Barnacles, Peso and Kwazii

CBeebies' brand-new animated series about a crew of underwater heroes, The Octonauts, is all about the importance of teamwork. And teamwork from a group of talented people based in the four corners of the globe is exactly what it took to bring the series from page – it's based on the beautiful characters by Meomi – to CBeebies' screens.

New York-based executive producer Kurt Mueller describes the creative journey of The Octonauts:

"One of the most challenging aspects of making The Octonauts has probably been communication. We're based in New York, our animation studio is in Dublin, we've got writers in LA and London, our home office and co-producing broadcaster are in London and the overseas studios are in South Korea and India so, as you can imagine, there are many opportunities to get it wrong," says Mueller.

"Fortunately, we've worked with a lot of these folks before and have built up a level of mutual trust and a creative short-hand. Plus, they're all brilliant, which never hurts."

The Octonauts are based on the beautiful characters by Meomi. How did the inspiration for an animated series come about?

"Meomi bring to their work a wonderful blend of pop cultural influences, many of which are TV-based," explains Mueller. "You see elements of Star Trek, old Japanese cartoons and Thunderbirds running through the books, so it wasn't a huge leap to envisage an animated TV series.

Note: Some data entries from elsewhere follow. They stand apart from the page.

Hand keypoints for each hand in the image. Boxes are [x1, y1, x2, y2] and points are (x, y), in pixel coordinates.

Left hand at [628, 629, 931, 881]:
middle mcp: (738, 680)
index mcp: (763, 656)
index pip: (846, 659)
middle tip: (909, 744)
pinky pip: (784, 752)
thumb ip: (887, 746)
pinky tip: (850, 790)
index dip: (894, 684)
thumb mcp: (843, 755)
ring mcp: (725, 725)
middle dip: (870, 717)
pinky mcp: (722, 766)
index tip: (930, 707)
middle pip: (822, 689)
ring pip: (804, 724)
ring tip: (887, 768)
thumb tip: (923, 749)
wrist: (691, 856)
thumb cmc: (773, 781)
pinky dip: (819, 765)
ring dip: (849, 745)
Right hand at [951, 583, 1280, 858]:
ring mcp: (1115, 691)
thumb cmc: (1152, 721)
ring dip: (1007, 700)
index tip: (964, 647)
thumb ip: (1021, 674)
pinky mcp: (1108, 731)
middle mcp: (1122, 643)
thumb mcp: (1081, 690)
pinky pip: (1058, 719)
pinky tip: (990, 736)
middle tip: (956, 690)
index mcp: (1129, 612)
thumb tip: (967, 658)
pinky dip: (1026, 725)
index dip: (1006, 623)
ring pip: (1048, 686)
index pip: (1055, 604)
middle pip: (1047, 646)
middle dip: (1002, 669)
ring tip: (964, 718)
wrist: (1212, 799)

"The unique hook for us was how deftly the books leverage all the best conventions of sci-fi and action as a means of transporting pre-schoolers deeply into the world of oceans and the dazzling creatures that live there.

"We were fortunate enough to work with a pair of truly gifted marine biologists, Lara Ferry and Michael Graham, who also consulted with Pixar on the making of Finding Nemo."

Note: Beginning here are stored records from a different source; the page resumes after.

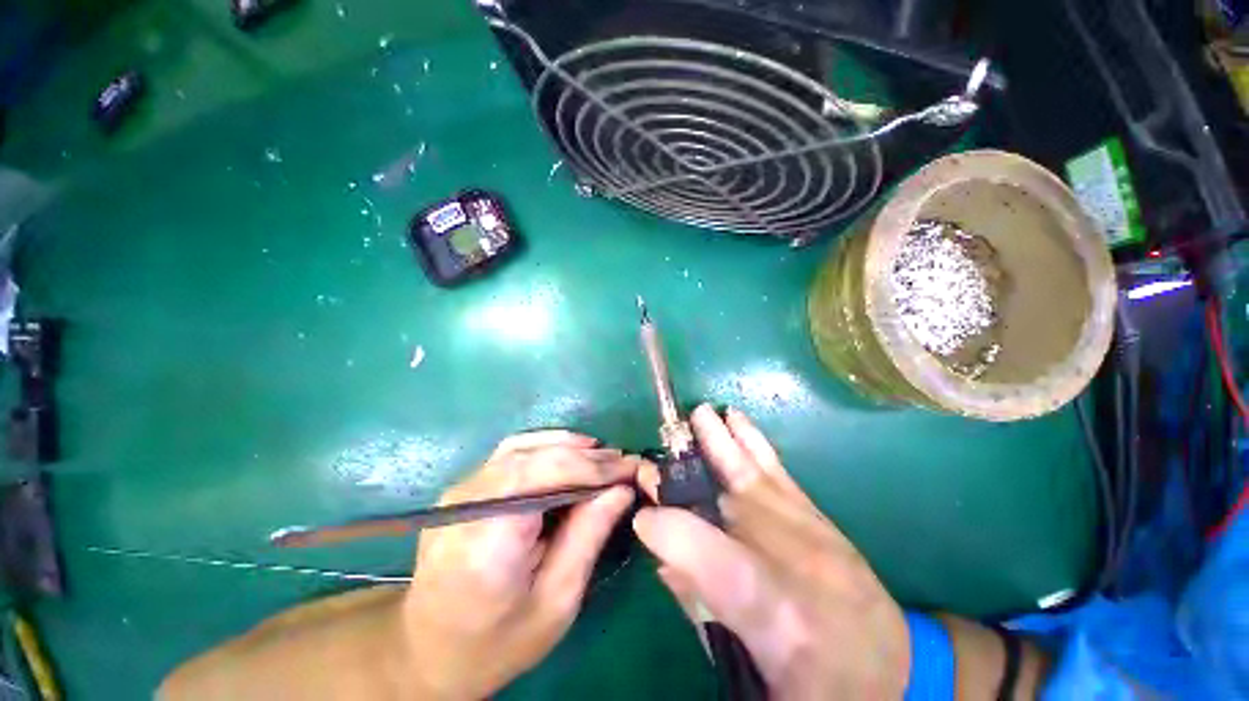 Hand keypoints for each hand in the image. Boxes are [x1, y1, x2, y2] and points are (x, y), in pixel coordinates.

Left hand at [402, 431, 640, 699]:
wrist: (427, 653)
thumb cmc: (497, 642)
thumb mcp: (556, 600)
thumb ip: (589, 535)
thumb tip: (622, 489)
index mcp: (488, 537)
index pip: (547, 474)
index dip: (593, 467)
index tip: (630, 468)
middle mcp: (467, 503)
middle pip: (535, 456)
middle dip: (585, 456)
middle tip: (622, 462)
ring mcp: (459, 491)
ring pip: (521, 447)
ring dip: (566, 446)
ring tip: (601, 456)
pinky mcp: (461, 489)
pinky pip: (509, 454)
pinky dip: (544, 447)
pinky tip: (567, 454)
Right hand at [633, 405, 909, 699]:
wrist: (898, 674)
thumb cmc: (819, 683)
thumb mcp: (754, 675)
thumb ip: (704, 615)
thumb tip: (664, 563)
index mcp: (780, 619)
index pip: (717, 565)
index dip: (674, 533)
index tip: (643, 517)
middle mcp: (800, 564)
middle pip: (739, 501)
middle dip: (697, 468)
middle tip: (665, 448)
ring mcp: (814, 532)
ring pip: (759, 475)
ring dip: (726, 441)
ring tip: (703, 414)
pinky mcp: (821, 517)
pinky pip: (779, 471)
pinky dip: (754, 442)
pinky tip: (738, 421)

What were the challenges of adapting the existing characters for screen?

"The biggest challenge was probably bringing these cute critters fully to life," says Mueller. "We were attracted by the notion of super-cute characters with real depth and heroism. The character development was handled by a brilliant writer named Stephanie Simpson, who wrote reams and reams of hilarious, compelling back story.

"Visually, we worked closely with Meomi and the folks at Brown Bag Films to adapt the flat 2D art of the books into a more life-like 3D style that would give us physicality for the big action sequences and enough expressiveness to hit the emotional highs and lows."

What makes The Octonauts different from other animation series?

"The series aspires to a more cinematic look and style of storytelling than much of what's currently out there on preschool TV.

"We've channelled the educational content into faster-paced, higher-peril action stories that have a real boy energy. My four-year-old son was instrumental in helping us check this element. Our hope is that the show and website provide a totally immersive experience for preschoolers."

Finally, does Kurt have a favourite Octonaut?

"I'm a fan of Kwazii because, well, who wouldn't want to be a daredevil cat with a mysterious pirate past?!"